Chapter 27. Terrain Generation with Terragen
This chapter continues the landscape creation theme from Chapter 26 but takes a different approach. A significant drawback of that chapter's FractalLand3D example is the programmer's lack of control over the generated terrain. Most games require mountains, fields, lakes, and so on, to be in fixed, specific places, rather than randomly located in a new landscape each time the program starts. Another weakness of the approach is the lack of scenery (e.g., bushes, trees, buildings).

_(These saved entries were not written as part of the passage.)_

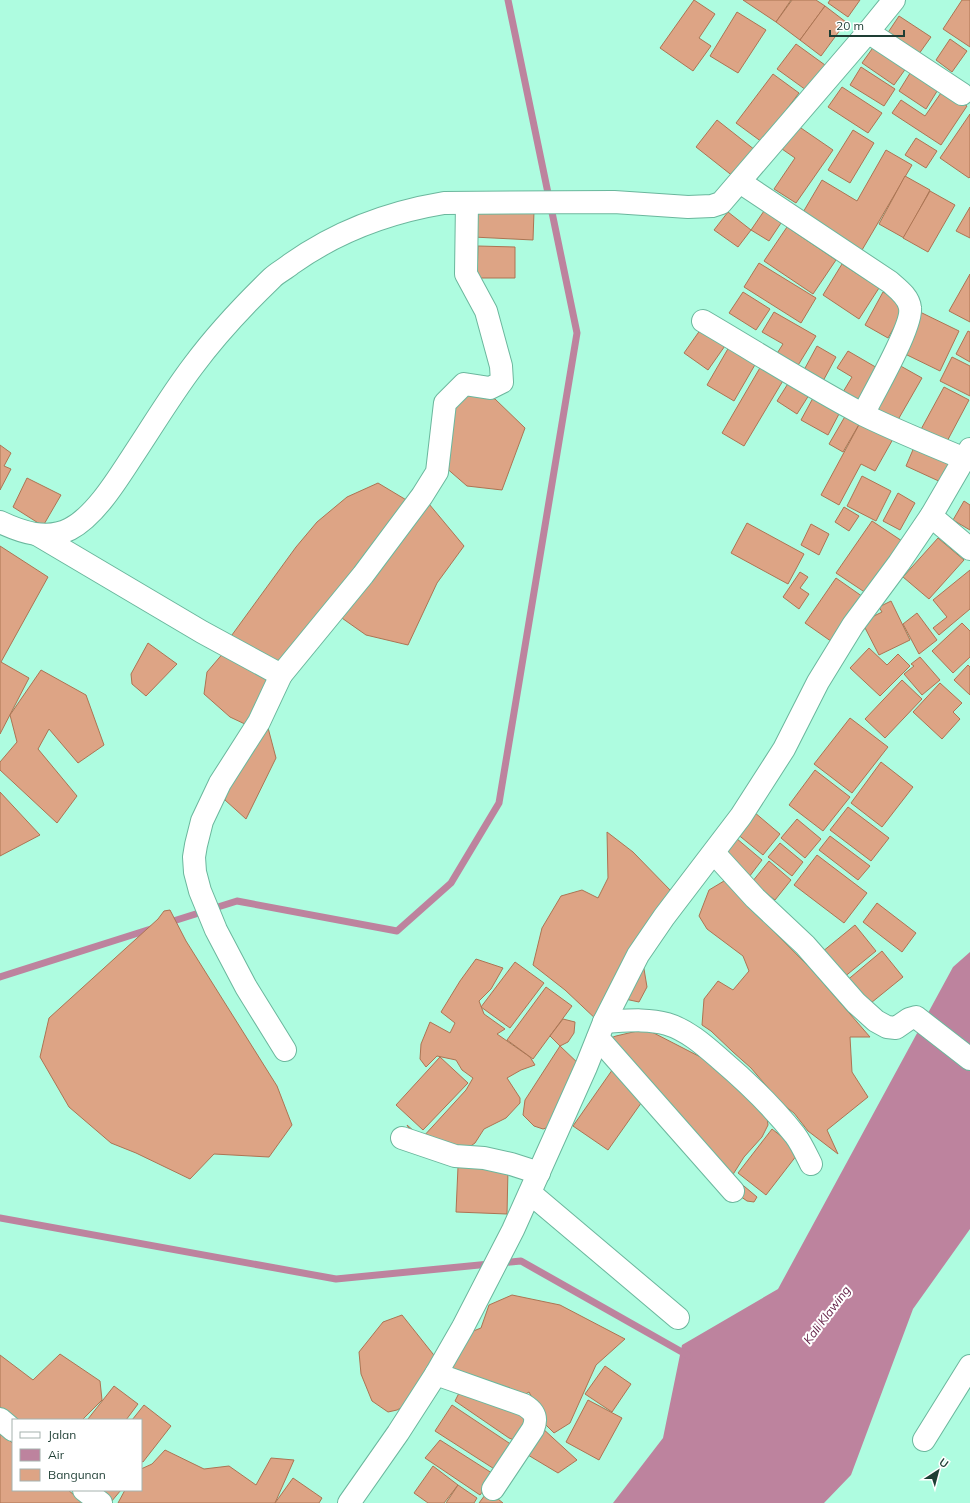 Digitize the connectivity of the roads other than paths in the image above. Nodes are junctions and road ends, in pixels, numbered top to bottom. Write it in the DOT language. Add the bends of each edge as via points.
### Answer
graph roads {
  1 [pos="893,0"];
  2 [pos="868,32"];
  3 [pos="962,94"];
  4 [pos="740,182"];
  5 [pos="467,203"];
  6 [pos="703,321"];
  7 [pos="863,414"];
  8 [pos="967,454"];
  9 [pos="931,516"];
  10 [pos="0,522"];
  11 [pos="38,535"];
  12 [pos="970,549"];
  13 [pos="281,675"];
  14 [pos="714,853"];
  15 [pos="601,1030"];
  16 [pos="285,1050"];
  17 [pos="970,1059"];
  18 [pos="402,1138"];
  19 [pos="811,1164"];
  20 [pos="539,1173"];
  21 [pos="733,1191"];
  22 [pos="530,1193"];
  23 [pos="678,1318"];
  24 [pos="970,1366"];
  25 [pos="436,1374"];
  26 [pos="0,1419"];
  27 [pos="12,1429"];
  28 [pos="924,1440"];
  29 [pos="493,1489"];
  30 [pos="85,1491"];
  31 [pos="101,1503"];
  32 [pos="349,1503"];
  1 -- 2 [label="street"];
  2 -- 3 [label="street"];
  2 -- 4 [label="street"];
  4 -- 5 [label="street" via="721,204 712,206 614,202"];
  4 -- 7 [label="street" via="890,282 909,303 910,318 901,341"];
  5 -- 11 [label="street" via="420,207 360,226 307,253 273,277 219,334 193,367 107,494 94,509 70,529 59,534"];
  5 -- 13 [label="street" via="466,274 486,311 502,366 502,382 490,388 464,384 445,403 437,472 363,576"];
  6 -- 7 [label="street"];
  7 -- 8 [label="street" via="886,425"];
  8 -- 9 [label="street"];
  9 -- 12 [label="street"];
  9 -- 14 [label="street" via="853,625 818,682 784,749"];
  10 -- 11 [label="street"];
  11 -- 13 [label="street" via="202,632"];
  13 -- 16 [label="street" via="259,722 220,783 202,821 196,845 195,872 216,930 246,987"];
  14 -- 15 [label="street" via="641,949"];
  14 -- 17 [label="street" via="876,1021 887,1027 896,1028 916,1017"];
  15 -- 19 [label="street" via="637,1020 677,1027 741,1077 796,1136"];
  15 -- 20 [label="street"];
  15 -- 21 [label="street"];
  18 -- 20 [label="street" via="456,1156 484,1158"];
  20 -- 22 [label="street"];
  22 -- 23 [label="street"];
  22 -- 25 [label="street" via="489,1277"];
  24 -- 28 [label="street"];
  25 -- 29 [label="street" via="524,1405 535,1415 536,1423 533,1429"];
  25 -- 32 [label="street"];
  26 -- 27 [label="street"];
  30 -- 31 [label="street"];
}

This chapter explains how to create a detailed, fixed landscape that's the same every time the program uses it and includes scenic dressing. The major topics covered are:
- Use of a landscaping tool
There are numerous tools for terrain building, which are better at creating a realistic looking landscape than a do-it-yourself (DIY) approach coded in Java. I'll be using Terragen, a popular scenery generation package. The landscape is designed with Terragen and then saved as a mesh and texture, which are loaded by my program (Terra3D) at start time. Utilizing specialized modeling software is better than implementing something from scratch.
- 3D and 2D ground cover
The landscape can be decorated with two types of scenery: 3D models loaded with the PropManager class (from Chapter 16) and 2D ground cover images (e.g., trees, sagebrush), which stay oriented towards the viewer. The separation into two types is for efficiency: multiple copies of a 2D shape are one instance of that shape shared using Java 3D's SharedGroup class.
- Other scenery decorations
The edges of the landscape are surrounded by walls covered in a mountain range image. This adds to the realism since the user can't peer over the edges of the world or walk out of the scene. The sky is filled with stars represented as a Background geometry (an approach suggested by Kevin Duling).
- Configuration files
The landscape isn't hardwired into the Terra3D code: the choice of landscape (its mesh and texture) is determined by a command line argument, and a series of configuration files specify the placement of the 3D and 2D ground cover and the user's starting position.
- Terrain following using picking
Picking is employed for terrain following again, as in Chapter 26, but the implementation is complicated by a need to deal with large landscapes. A consequence is that a user can walk "inside" a mountain but will eventually be repositioned on its surface.
The problem is that Java 3D picking is too slow when the terrain is large. My solution is to extend the basic algorithm of Chapter 26 with a HeightFinder thread which separates the slow picking calculation from key processing when the user wants to move.
Figures 27-1 and 27-2 show two landscapes, originally designed with Terragen and then loaded by Terra3D.
The castle in Figure 27-1 is a 3D model, and the trees and sagebrush in Figures 27-1 and 27-2 are 2D ground cover images.